Suddenly he gets up from the table. He stumbles as he walk-runs over to the table of cupcakes and other pastries. He jumps on top of the table, submerging his body into the sweets, rolling himself on top of the treats.
“See, Mark? This is why I don’t have my driver’s license. This is how I lost my girlfriend. This is how my son hates me. I barely even know how to take care of the poor guy.” He continues to roll across the table, icing and cake crumbs spreading across his body.
From the corner of my eye, I saw Pierre-Loup Griffais and Lawrence Yang egg him on, encouraging him to continue his drunken behavior as they threw their fists up into the air and shouting.
At that moment, I felt like I was the only person in that room who was sober. And yet, for the first time since I got here at Valve HQ, I finally started to crack up. Watching Liam drunkenly roll across the table was quite entertaining.
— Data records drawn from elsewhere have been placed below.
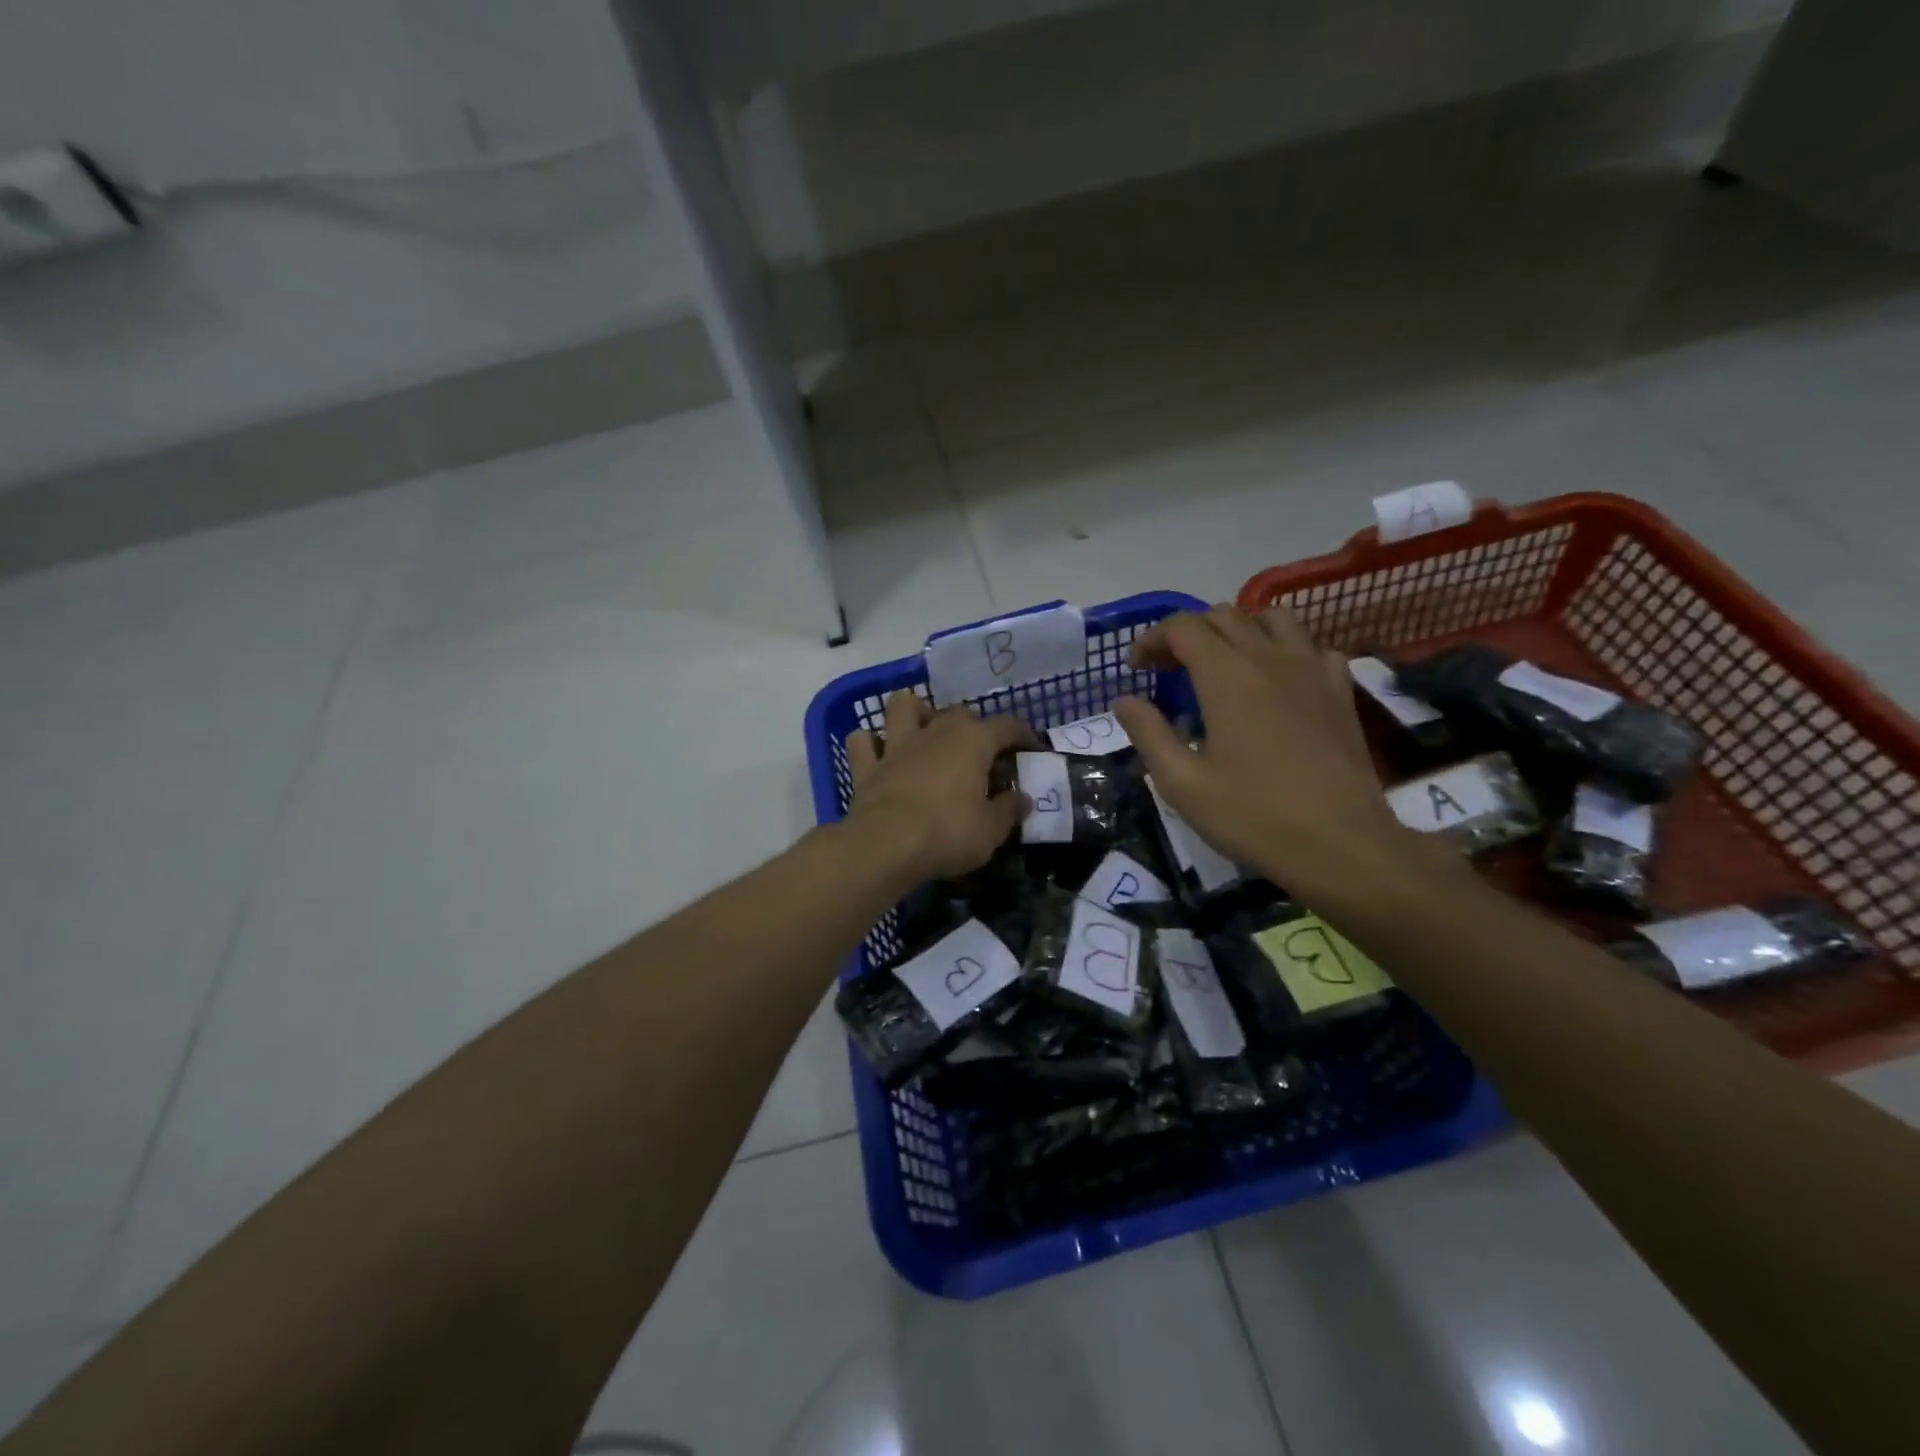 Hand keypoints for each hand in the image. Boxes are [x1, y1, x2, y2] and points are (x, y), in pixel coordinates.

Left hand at [845, 690, 1034, 880]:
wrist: (886, 846)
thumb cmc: (948, 834)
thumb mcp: (992, 830)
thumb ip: (1009, 810)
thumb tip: (1023, 799)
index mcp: (972, 742)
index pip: (1006, 726)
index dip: (1022, 734)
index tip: (1031, 747)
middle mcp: (935, 732)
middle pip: (958, 713)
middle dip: (973, 726)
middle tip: (980, 751)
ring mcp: (897, 746)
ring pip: (901, 706)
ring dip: (913, 712)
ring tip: (924, 729)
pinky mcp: (867, 766)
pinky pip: (863, 743)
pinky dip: (870, 744)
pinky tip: (878, 753)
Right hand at [1113, 606, 1430, 902]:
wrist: (1339, 844)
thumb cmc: (1252, 815)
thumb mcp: (1182, 783)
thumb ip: (1148, 734)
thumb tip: (1124, 701)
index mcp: (1226, 676)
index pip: (1183, 628)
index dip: (1153, 639)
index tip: (1138, 668)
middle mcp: (1269, 658)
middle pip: (1224, 615)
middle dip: (1188, 633)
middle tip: (1170, 668)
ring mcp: (1313, 670)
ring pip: (1273, 618)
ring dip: (1239, 629)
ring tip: (1224, 662)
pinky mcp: (1341, 690)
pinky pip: (1313, 647)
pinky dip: (1287, 650)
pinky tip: (1278, 680)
“Who needs these?” He asked, more so to himself than to me, as he took an envelope from the basket of cards he got, took a lighter from his other back pocket, and slowly incinerated the paper. “Screw GOL, right Mark?
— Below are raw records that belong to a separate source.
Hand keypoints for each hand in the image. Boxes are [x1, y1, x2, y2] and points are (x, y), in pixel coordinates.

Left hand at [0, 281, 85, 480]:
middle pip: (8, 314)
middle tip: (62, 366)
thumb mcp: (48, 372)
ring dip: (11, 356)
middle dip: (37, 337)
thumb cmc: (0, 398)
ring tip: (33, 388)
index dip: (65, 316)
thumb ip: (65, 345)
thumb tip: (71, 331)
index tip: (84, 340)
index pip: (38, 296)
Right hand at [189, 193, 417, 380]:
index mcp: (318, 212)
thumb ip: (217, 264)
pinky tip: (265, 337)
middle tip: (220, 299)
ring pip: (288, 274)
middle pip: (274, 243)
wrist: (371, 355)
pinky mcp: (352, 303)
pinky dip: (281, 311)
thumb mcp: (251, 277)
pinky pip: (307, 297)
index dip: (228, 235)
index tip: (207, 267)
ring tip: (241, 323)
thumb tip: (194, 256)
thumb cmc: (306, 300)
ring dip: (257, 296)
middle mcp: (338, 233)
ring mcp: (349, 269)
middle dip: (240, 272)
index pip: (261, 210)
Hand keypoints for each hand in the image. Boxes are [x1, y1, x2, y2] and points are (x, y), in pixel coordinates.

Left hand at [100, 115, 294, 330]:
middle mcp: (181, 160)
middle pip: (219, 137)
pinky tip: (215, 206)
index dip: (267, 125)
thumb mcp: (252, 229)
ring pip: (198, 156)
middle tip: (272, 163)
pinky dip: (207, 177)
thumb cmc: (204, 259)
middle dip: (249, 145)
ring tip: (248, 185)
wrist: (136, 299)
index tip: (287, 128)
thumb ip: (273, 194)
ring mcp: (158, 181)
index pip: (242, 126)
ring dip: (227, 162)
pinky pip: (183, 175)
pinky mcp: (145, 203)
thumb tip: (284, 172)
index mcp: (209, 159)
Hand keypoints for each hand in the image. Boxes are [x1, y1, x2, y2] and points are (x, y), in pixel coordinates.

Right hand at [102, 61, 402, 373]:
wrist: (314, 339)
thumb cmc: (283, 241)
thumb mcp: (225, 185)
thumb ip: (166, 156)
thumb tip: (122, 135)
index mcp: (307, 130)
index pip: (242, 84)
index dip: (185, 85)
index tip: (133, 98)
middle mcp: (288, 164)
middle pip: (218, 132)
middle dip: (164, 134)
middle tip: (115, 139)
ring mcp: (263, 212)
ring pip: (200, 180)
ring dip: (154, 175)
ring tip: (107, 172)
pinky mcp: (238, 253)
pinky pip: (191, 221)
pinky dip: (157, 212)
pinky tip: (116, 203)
“I remember someone had commented on your retirement post that I should go and screw myself, and that I am a ‘pandering piece of meat’ who thinks that he’s better than everyone else. Well, I hate to admit it, but it’s actually true.” He says this before he spits out a piece of cake from the corner of his mouth.
“Hate to break it to you,” a female voice uttered, “but I hope you’ll be able to pay for this.” I turned around and saw Kaci Aitchison enter the room, putting a long receipt on our table.
“Ah, right. Forgot about that,” Liam replied. He got up from the table of now squished pastries and hurried over to our table, squinting his eyes as he looked at the bill. Then he looked up at me.
I crossed my arms. “If you seriously think I’m gonna pay for this -”
He chuckles deeply. “I’m kidding, man. Stop whining. I’ll take care of you tonight. Especially since I get so much more money than the chump change you got with LGC.” He fumbles for his wallet, digging out a credit card and handing it to Kaci.
“So, did you enjoy yourself tonight?” he asks after Kaci leaves, belching before he takes another swig from his drink.
“It was actually entertaining watching you,” I replied, finally finishing my dinner. “Maybe you’re not so much of an arrogant prick after all.”
“I’m fun when I’m drunk, aren’t I?” he chuckles.
Kaci comes back with the card and receipt. Liam examines the bill one more time, before he sloppily writes his signature at the bottom. “So do you take back anything you said tonight?”
“No, not really.”
He smirks. “Fine by me.” He gets up again, leaning against the wall for support. “You mind giving me a hand getting out of here?”
As I led him to his hotel for the night, letting his arm drape over my shoulder for support, I thought about the events of the night. Maybe deep down, he actually was a nice guy, but he just doesn’t want to admit it. I might have just had more respect for “the guy behind GamingOnLinux” after all.